EXERCISE GOAL. In the entries below, find the string "Baudelaire" and return each line holding it.

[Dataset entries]
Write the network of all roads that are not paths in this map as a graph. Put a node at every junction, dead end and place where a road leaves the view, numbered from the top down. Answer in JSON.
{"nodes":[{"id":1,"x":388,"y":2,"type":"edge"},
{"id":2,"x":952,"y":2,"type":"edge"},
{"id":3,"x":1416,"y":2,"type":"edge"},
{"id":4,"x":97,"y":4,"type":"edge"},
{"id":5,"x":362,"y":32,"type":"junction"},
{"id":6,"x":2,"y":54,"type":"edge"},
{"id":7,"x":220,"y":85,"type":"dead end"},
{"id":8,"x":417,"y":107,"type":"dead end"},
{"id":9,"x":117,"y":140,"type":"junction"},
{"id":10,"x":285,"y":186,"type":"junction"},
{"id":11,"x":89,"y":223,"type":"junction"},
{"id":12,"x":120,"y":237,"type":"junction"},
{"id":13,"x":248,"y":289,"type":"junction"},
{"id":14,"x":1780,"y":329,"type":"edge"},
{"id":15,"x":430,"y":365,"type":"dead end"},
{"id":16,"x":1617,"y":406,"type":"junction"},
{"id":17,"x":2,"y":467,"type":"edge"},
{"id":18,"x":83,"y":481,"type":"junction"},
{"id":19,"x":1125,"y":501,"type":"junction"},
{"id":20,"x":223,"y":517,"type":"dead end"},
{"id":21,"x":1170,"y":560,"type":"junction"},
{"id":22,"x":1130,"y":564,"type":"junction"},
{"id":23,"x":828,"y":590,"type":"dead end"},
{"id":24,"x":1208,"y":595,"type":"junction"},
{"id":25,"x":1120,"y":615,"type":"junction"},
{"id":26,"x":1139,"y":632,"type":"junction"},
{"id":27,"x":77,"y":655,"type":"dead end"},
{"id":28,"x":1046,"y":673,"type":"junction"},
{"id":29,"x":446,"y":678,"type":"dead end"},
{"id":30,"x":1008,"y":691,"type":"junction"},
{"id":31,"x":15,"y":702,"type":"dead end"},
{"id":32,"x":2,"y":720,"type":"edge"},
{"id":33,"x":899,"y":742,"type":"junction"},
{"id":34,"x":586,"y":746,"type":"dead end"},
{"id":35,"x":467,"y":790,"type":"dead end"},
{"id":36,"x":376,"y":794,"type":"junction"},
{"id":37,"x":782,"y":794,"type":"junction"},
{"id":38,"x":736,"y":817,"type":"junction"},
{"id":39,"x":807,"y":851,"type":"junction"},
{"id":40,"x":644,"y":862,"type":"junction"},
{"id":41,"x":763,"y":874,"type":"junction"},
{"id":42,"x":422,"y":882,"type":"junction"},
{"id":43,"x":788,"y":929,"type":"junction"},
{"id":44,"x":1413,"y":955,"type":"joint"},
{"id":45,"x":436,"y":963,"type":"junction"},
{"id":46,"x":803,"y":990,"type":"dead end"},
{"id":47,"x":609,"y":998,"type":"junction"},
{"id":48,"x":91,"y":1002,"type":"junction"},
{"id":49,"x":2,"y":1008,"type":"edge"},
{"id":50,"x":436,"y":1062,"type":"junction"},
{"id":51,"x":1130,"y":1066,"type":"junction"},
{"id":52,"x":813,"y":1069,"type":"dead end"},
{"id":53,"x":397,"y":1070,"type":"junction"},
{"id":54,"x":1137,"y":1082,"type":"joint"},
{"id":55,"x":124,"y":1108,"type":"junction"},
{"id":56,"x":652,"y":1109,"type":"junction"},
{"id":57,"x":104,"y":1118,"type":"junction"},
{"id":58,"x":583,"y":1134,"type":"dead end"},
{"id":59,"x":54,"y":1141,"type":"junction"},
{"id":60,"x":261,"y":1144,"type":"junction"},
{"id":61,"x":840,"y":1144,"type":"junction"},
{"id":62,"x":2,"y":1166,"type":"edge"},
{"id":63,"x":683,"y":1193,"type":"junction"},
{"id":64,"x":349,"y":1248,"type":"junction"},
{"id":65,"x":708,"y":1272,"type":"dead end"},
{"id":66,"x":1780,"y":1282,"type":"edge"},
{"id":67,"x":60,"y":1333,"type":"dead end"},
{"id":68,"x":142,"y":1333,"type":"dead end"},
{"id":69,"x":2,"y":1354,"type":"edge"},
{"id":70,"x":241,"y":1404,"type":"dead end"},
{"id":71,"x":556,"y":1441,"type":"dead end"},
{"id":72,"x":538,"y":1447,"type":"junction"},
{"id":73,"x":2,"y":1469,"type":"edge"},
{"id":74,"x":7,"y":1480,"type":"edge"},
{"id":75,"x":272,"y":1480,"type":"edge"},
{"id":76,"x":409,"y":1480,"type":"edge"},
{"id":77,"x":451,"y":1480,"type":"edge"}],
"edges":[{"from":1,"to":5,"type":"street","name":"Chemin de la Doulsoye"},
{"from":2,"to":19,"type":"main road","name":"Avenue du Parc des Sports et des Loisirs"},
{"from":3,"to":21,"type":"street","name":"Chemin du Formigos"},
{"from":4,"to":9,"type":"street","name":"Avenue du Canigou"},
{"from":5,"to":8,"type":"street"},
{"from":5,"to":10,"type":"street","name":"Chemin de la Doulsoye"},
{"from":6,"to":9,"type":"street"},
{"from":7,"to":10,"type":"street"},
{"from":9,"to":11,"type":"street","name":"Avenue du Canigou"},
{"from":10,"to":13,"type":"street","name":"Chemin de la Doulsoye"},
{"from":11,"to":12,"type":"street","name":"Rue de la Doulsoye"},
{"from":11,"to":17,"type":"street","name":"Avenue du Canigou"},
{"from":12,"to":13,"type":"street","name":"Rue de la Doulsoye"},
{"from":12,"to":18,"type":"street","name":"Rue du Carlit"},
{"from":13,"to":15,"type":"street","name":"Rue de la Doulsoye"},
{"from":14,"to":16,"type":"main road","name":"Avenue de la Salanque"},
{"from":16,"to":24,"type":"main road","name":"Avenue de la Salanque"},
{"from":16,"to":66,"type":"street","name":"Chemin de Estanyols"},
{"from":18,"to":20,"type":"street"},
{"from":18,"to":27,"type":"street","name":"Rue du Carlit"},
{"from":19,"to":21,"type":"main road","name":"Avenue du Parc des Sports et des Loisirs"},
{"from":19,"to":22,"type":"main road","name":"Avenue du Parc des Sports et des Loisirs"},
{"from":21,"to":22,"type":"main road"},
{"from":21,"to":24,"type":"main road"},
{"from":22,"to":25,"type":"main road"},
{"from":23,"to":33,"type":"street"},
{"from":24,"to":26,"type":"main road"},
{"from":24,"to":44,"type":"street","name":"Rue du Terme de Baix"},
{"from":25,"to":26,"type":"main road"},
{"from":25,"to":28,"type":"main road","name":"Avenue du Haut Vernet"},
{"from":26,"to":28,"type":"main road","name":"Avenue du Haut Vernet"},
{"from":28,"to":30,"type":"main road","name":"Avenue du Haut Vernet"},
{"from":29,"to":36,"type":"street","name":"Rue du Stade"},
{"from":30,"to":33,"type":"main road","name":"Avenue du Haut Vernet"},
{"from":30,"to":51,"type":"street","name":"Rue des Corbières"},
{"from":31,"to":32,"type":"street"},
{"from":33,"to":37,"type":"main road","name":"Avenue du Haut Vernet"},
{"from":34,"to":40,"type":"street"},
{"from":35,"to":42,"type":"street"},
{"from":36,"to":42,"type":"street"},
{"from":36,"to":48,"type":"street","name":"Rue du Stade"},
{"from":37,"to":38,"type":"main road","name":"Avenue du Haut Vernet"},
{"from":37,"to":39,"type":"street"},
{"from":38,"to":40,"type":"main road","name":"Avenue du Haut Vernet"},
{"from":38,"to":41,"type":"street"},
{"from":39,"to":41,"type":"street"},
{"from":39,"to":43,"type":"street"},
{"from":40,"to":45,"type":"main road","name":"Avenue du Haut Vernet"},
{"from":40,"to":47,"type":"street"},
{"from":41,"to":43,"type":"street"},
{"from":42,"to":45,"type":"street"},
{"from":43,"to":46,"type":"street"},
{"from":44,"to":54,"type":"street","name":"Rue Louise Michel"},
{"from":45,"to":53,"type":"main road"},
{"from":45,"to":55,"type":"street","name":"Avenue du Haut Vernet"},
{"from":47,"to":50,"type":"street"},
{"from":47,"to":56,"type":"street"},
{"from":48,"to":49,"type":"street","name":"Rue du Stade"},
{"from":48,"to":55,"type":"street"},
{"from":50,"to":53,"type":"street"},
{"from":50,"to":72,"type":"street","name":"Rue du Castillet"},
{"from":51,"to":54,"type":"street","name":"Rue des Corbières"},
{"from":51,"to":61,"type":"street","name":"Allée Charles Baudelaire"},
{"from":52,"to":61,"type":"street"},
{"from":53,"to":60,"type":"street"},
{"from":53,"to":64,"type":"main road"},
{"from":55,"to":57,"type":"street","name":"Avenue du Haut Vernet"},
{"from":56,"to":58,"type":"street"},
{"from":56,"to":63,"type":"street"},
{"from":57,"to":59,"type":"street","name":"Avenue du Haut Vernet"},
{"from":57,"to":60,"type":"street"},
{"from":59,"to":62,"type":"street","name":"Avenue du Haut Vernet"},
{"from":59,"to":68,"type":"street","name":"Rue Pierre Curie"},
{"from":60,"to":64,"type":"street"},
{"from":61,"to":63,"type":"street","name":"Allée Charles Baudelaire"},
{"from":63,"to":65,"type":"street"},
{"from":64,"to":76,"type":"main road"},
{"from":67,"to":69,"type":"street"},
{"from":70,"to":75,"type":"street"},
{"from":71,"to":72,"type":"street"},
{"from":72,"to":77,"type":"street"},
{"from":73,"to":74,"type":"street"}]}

EXERCISE SOLUTION.
{"from":51,"to":61,"type":"street","name":"Allée Charles Baudelaire"},
{"from":61,"to":63,"type":"street","name":"Allée Charles Baudelaire"},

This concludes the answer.